American animated web series (1997–1998)

The Goddamn George Liquor Program is a 1997 Adobe Flash animated web series created by John Kricfalusi and starring the animated character George Liquor. It was originally developed as a web-based cartoon by Microsoft's then-new MSN, in partnership with Spümcø studio. After failing to receive approval for publishing from Microsoft, all properties were released to Spümcø, and the web-based cartoon was spun out directly by the Spümcø studio. Michael Pataki reprised his role as Liquor from The Ren & Stimpy Show. Spümcø produced eight one-minute shorts. The budget for each episode was $25,000.

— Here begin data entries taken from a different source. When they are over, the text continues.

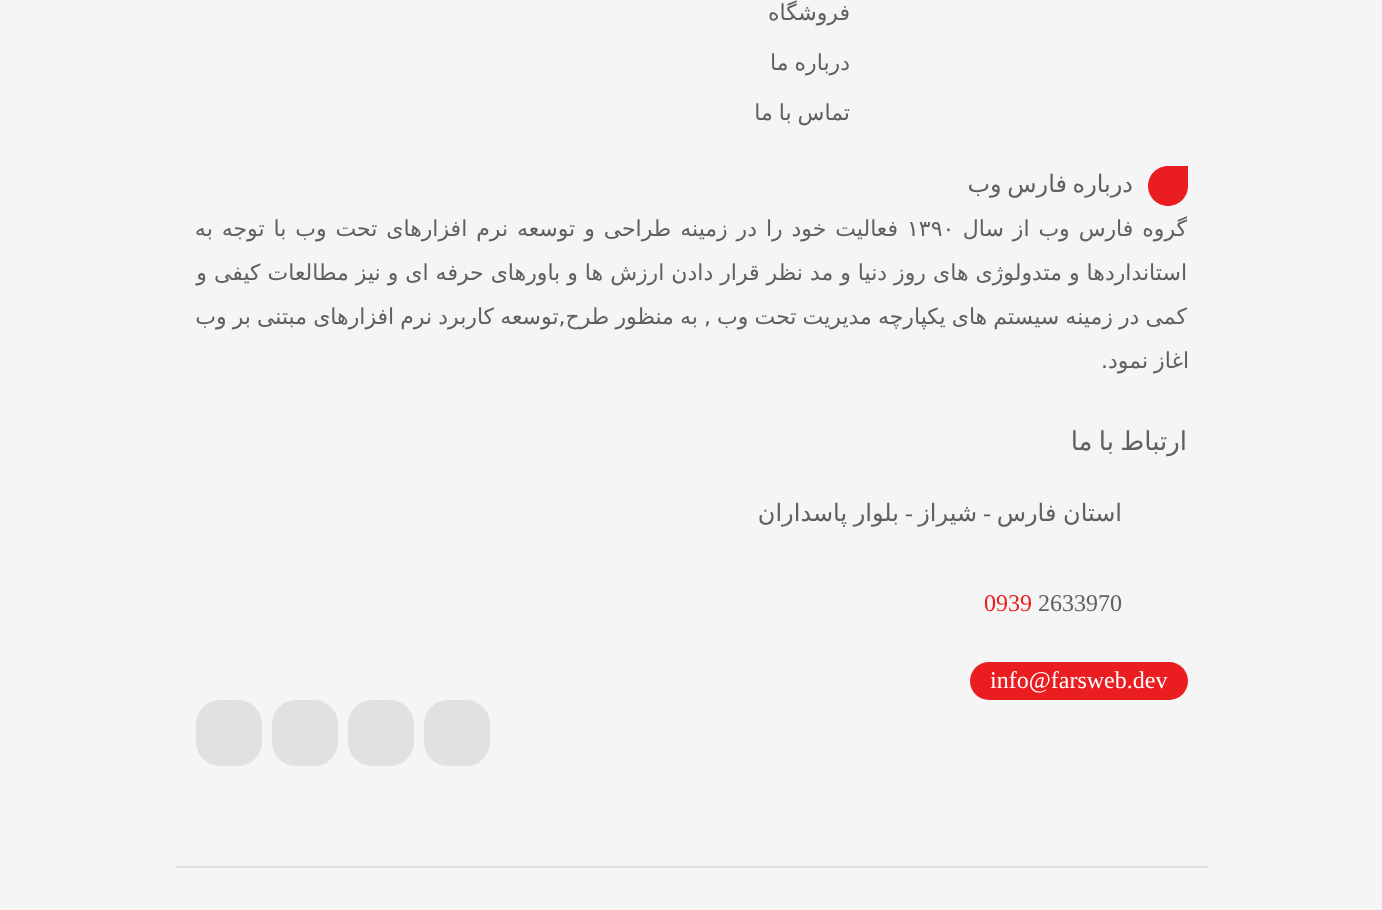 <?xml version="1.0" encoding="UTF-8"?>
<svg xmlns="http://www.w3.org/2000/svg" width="1382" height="910">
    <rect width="100%" height="100%" fill="#F5F5F5"/>
    <text x="850" y="20" font-family="DejaVu Sans" font-size="22" direction="rtl" fill="#606060">فروشگاه</text>
    <text x="850" y="70" word-spacing="-1" font-family="DejaVu Sans" font-size="22" direction="rtl" fill="#606060">درباره ما</text>
    <text x="850" y="120" word-spacing="-1" font-family="DejaVu Sans" font-size="22" direction="rtl" fill="#606060">تماس با ما</text>
    <path d="M 1168 166 H 1188 V 186 C 1188 197 1179 206 1168 206 C 1157 206 1148 197 1148 186 C 1148 175 1157 166 1168 166 Z" fill="#EA1D21"/>
    <text x="1133" y="192" word-spacing="-2" font-family="DejaVu Sans" font-size="24" direction="rtl" fill="#606060">درباره فارس وب</text>
    <text x="1187" y="236" word-spacing="1.9" font-family="DejaVu Sans" font-size="22" direction="rtl" fill="#606060">گروه فارس وب از سال</text>
    <text x="907" y="236" font-family="DejaVu Sans" font-size="22" fill="#606060">۱۳۹۰</text>
    <text x="898" y="236" word-spacing="1.9" font-family="DejaVu Sans" font-size="22" direction="rtl" fill="#606060">فعالیت خود را در زمینه طراحی و توسعه نرم افزارهای تحت وب با توجه به</text>
    <text x="1187" y="280" font-family="DejaVu Sans" font-size="22" direction="rtl" fill="#606060">استانداردها و متدولوژی های روز دنیا و مد نظر قرار دادن ارزش ها و باورهای حرفه ای و نیز مطالعات کیفی و</text>
    <text x="1187" y="324" word-spacing="-0.9" font-family="DejaVu Sans" font-size="22" direction="rtl" fill="#606060">کمی در زمینه سیستم های یکپارچه مدیریت تحت وب , به منظور طرح,توسعه کاربرد نرم افزارهای مبتنی بر وب</text>
    <text x="1189" y="368" word-spacing="-1" font-family="DejaVu Sans" font-size="22" direction="rtl" fill="#606060">اغاز نمود.</text>
    <text x="1187" y="450" word-spacing="-2" font-family="DejaVu Sans" font-size="26" direction="rtl" fill="#606060">ارتباط با ما</text>
    <text x="1122" y="521" word-spacing="-1" font-family="DejaVu Sans" font-size="24" direction="rtl" fill="#606060">استان فارس</text>
    <text x="991" y="521" font-family="Liberation Serif" font-size="24" direction="rtl" fill="#606060">-</text>
    <text x="977" y="521" font-family="DejaVu Sans" font-size="24" direction="rtl" fill="#606060">شیراز</text>
    <text x="913" y="521" font-family="Liberation Serif" font-size="24" direction="rtl" fill="#606060">-</text>
    <text x="899" y="521" word-spacing="-1" font-family="DejaVu Sans" font-size="24" direction="rtl" fill="#606060">بلوار پاسداران</text>
    <text x="1038" y="611" font-family="Liberation Serif" font-size="24" fill="#606060">2633970</text>
    <text x="984" y="611" font-family="Liberation Serif" font-size="24" fill="#EA1D21">0939</text>
    <rect x="970" y="662" width="218" height="38" rx="19" fill="#EA1D21"/>
    <text x="990" y="688" font-family="Liberation Serif" font-size="24" fill="#FFFFFF">info@farsweb.dev</text>
    <rect x="424" y="700" width="66" height="66" rx="24" fill="#E1E1E1"/>
    <rect x="348" y="700" width="66" height="66" rx="24" fill="#E1E1E1"/>
    <rect x="272" y="700" width="66" height="66" rx="24" fill="#E1E1E1"/>
    <rect x="196" y="700" width="66" height="66" rx="24" fill="#E1E1E1"/>
    <rect x="176" y="866" width="1032" height="2" fill="#DFDFDF"/>
</svg>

Premiering on October 15, 1997, The Goddamn George Liquor Program was the first animated cartoon series to be produced exclusively for the internet. George appeared on the series with his nephew, Jimmy The Idiot Boy; Jimmy's cousins, Slab and Ernie; Jimmy's love interest, Sody Pop; and George and Jimmy's pet dog, Dirty Dog. Without the control of a network, the series could be made as Kricfalusi wanted. The Goddamn George Liquor Program won the 1999 Annie Award for "Outstanding Achievement in an Animated Interactive Production". Later the show was being developed as a series of cartoon commercials for Pontiac Vibe. The new series remained unreleased after General Motors discontinued the Pontiac Vibe auto line in 2009.

==Characters==
The following characters appear in The Goddamn George Liquor Program.
- George Liquor, American – Liquor is an ultra-patriotic American.
- Jimmy the Idiot Boy – Jimmy is an incredibly stupid teenage boy and George's nephew.
- Sody Pop – Sody is a 15-year-old Canadian girl who is Jimmy's love interest. But George Liquor tells her to stay away from Jimmy.
- Slab 'n' Ernie – Slab and Ernie, two bullies, are George's nephews and Jimmy's cousins.
- Dirty Dog – Dirty Dog, the "neighborhood watchdog", does not like cats. In the first episode of The Goddamn George Liquor Program Dirty defecates on a lawn, upsetting the sun.
Other characters who appear in comic:
- Mable – Mable was George Liquor's wife. After she died, George Liquor preserved her torso and legs and nailed the parts to a trophy stand with the buttocks facing the room.
- Merle – 30-year-old Merle, a "health nut", is Sody's older sister. Merle tries to seduce George Liquor.
- "The Bad Catholic Girls" – Three Catholic school teenage girls who smoke, trying to "corrupt" Jimmy.
- Mildrew – Mildrew, Slab and Ernie's mother, is married to Frank, George's brother. George Liquor sometimes flirts with her.
- Cigarettes the Cat – Cigarettes is Jimmy's pet cat.
- Victor Lugnuts – Lugnuts operates "Victor Lugnuts' House of Meats".
- Victor Produce – Lugnuts's rival, Victor Produce, operates a vegetable store.
- Eddie the Town Atheist – Eddie, an atheist, is Lugnuts's son. George tries to convince him to adopt Christianity.
- General "Buck" Neckfold – Neckfold, a general at The Pentagon, is one of George Liquor's friends.
- Nutty the Friendly Dump – A piece of feces that Jimmy carries around and treats as a friend, with corn kernels for eyes.
- Dr. Stump – Stump, George Liquor's family doctor, prescribes amputation as treatment for various ills.
- Harvey Whiteman, the Barber – Whiteman is George Liquor's barber.
- "The Lord" – God is one of George Liquor's "fishing buddies".